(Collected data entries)

====

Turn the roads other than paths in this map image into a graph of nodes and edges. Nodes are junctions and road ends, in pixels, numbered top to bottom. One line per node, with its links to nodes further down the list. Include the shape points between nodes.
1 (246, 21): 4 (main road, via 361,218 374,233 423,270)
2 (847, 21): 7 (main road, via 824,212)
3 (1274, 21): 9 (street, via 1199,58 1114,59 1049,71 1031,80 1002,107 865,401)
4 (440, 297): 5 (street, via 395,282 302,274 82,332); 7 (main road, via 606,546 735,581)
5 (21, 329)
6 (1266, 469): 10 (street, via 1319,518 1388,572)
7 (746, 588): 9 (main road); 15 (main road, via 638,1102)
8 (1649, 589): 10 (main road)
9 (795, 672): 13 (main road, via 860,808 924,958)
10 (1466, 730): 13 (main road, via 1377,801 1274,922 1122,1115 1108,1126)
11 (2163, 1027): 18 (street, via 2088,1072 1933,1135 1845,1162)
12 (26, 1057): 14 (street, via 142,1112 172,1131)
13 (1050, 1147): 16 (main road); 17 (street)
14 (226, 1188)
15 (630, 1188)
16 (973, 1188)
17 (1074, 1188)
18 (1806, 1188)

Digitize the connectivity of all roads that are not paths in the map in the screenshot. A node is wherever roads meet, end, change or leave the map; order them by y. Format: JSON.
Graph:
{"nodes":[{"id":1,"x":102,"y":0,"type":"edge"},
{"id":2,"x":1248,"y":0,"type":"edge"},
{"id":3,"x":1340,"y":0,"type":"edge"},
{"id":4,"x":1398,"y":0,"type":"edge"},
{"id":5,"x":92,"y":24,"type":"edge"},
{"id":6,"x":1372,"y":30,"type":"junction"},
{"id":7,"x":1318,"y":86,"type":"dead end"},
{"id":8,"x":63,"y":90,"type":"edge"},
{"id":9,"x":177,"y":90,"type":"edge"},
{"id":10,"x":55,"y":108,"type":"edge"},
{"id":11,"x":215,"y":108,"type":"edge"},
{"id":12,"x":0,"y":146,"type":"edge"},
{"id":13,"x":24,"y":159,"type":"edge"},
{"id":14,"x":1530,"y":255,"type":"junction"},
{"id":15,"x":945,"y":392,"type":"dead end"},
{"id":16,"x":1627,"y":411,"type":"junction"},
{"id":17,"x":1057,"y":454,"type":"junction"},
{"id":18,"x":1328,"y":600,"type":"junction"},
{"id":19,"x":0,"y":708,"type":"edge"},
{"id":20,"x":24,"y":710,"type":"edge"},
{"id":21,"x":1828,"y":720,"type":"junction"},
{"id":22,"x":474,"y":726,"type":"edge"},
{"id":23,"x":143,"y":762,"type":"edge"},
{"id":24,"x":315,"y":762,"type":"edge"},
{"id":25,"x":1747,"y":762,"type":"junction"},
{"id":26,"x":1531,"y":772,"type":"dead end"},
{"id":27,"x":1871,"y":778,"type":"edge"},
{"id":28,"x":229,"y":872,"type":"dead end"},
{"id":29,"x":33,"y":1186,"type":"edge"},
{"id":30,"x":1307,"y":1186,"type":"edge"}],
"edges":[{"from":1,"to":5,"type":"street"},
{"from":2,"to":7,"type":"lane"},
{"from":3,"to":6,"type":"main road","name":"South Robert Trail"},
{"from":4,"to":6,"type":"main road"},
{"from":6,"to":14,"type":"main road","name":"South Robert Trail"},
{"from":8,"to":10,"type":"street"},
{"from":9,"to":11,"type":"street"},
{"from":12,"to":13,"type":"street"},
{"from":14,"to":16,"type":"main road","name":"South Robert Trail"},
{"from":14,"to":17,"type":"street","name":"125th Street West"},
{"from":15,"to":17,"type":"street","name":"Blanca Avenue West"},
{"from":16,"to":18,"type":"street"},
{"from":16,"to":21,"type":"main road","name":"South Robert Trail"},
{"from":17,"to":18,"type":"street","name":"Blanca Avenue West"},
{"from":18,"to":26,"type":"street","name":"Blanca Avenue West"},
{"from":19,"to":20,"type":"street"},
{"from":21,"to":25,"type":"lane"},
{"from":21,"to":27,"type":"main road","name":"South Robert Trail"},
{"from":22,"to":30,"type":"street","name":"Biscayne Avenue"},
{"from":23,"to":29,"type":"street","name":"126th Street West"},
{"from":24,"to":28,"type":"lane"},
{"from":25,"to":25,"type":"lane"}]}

====

- [What the exercise asks]:
The answer is the data above, retyped exactly in full.

- [Result below]:
Turn the roads other than paths in this map image into a graph of nodes and edges. Nodes are junctions and road ends, in pixels, numbered top to bottom. One line per node, with its links to nodes further down the list. Include the shape points between nodes.
1 (246, 21): 4 (main road, via 361,218 374,233 423,270)
2 (847, 21): 7 (main road, via 824,212)
3 (1274, 21): 9 (street, via 1199,58 1114,59 1049,71 1031,80 1002,107 865,401)
4 (440, 297): 5 (street, via 395,282 302,274 82,332); 7 (main road, via 606,546 735,581)
5 (21, 329)
6 (1266, 469): 10 (street, via 1319,518 1388,572)
7 (746, 588): 9 (main road); 15 (main road, via 638,1102)
8 (1649, 589): 10 (main road)
9 (795, 672): 13 (main road, via 860,808 924,958)
10 (1466, 730): 13 (main road, via 1377,801 1274,922 1122,1115 1108,1126)
11 (2163, 1027): 18 (street, via 2088,1072 1933,1135 1845,1162)
12 (26, 1057): 14 (street, via 142,1112 172,1131)
13 (1050, 1147): 16 (main road); 17 (street)
14 (226, 1188)
15 (630, 1188)
16 (973, 1188)
17 (1074, 1188)
18 (1806, 1188)

Digitize the connectivity of all roads that are not paths in the map in the screenshot. A node is wherever roads meet, end, change or leave the map; order them by y. Format: JSON.
Graph:
{"nodes":[{"id":1,"x":102,"y":0,"type":"edge"},
{"id":2,"x":1248,"y":0,"type":"edge"},
{"id":3,"x":1340,"y":0,"type":"edge"},
{"id":4,"x":1398,"y":0,"type":"edge"},
{"id":5,"x":92,"y":24,"type":"edge"},
{"id":6,"x":1372,"y":30,"type":"junction"},
{"id":7,"x":1318,"y":86,"type":"dead end"},
{"id":8,"x":63,"y":90,"type":"edge"},
{"id":9,"x":177,"y":90,"type":"edge"},
{"id":10,"x":55,"y":108,"type":"edge"},
{"id":11,"x":215,"y":108,"type":"edge"},
{"id":12,"x":0,"y":146,"type":"edge"},
{"id":13,"x":24,"y":159,"type":"edge"},
{"id":14,"x":1530,"y":255,"type":"junction"},
{"id":15,"x":945,"y":392,"type":"dead end"},
{"id":16,"x":1627,"y":411,"type":"junction"},
{"id":17,"x":1057,"y":454,"type":"junction"},
{"id":18,"x":1328,"y":600,"type":"junction"},
{"id":19,"x":0,"y":708,"type":"edge"},
{"id":20,"x":24,"y":710,"type":"edge"},
{"id":21,"x":1828,"y":720,"type":"junction"},
{"id":22,"x":474,"y":726,"type":"edge"},
{"id":23,"x":143,"y":762,"type":"edge"},
{"id":24,"x":315,"y":762,"type":"edge"},
{"id":25,"x":1747,"y":762,"type":"junction"},
{"id":26,"x":1531,"y":772,"type":"dead end"},
{"id":27,"x":1871,"y":778,"type":"edge"},
{"id":28,"x":229,"y":872,"type":"dead end"},
{"id":29,"x":33,"y":1186,"type":"edge"},
{"id":30,"x":1307,"y":1186,"type":"edge"}],
"edges":[{"from":1,"to":5,"type":"street"},
{"from":2,"to":7,"type":"lane"},
{"from":3,"to":6,"type":"main road","name":"South Robert Trail"},
{"from":4,"to":6,"type":"main road"},
{"from":6,"to":14,"type":"main road","name":"South Robert Trail"},
{"from":8,"to":10,"type":"street"},
{"from":9,"to":11,"type":"street"},
{"from":12,"to":13,"type":"street"},
{"from":14,"to":16,"type":"main road","name":"South Robert Trail"},
{"from":14,"to":17,"type":"street","name":"125th Street West"},
{"from":15,"to":17,"type":"street","name":"Blanca Avenue West"},
{"from":16,"to":18,"type":"street"},
{"from":16,"to":21,"type":"main road","name":"South Robert Trail"},
{"from":17,"to":18,"type":"street","name":"Blanca Avenue West"},
{"from":18,"to":26,"type":"street","name":"Blanca Avenue West"},
{"from":19,"to":20,"type":"street"},
{"from":21,"to":25,"type":"lane"},
{"from":21,"to":27,"type":"main road","name":"South Robert Trail"},
{"from":22,"to":30,"type":"street","name":"Biscayne Avenue"},
{"from":23,"to":29,"type":"street","name":"126th Street West"},
{"from":24,"to":28,"type":"lane"},
{"from":25,"to":25,"type":"lane"}]}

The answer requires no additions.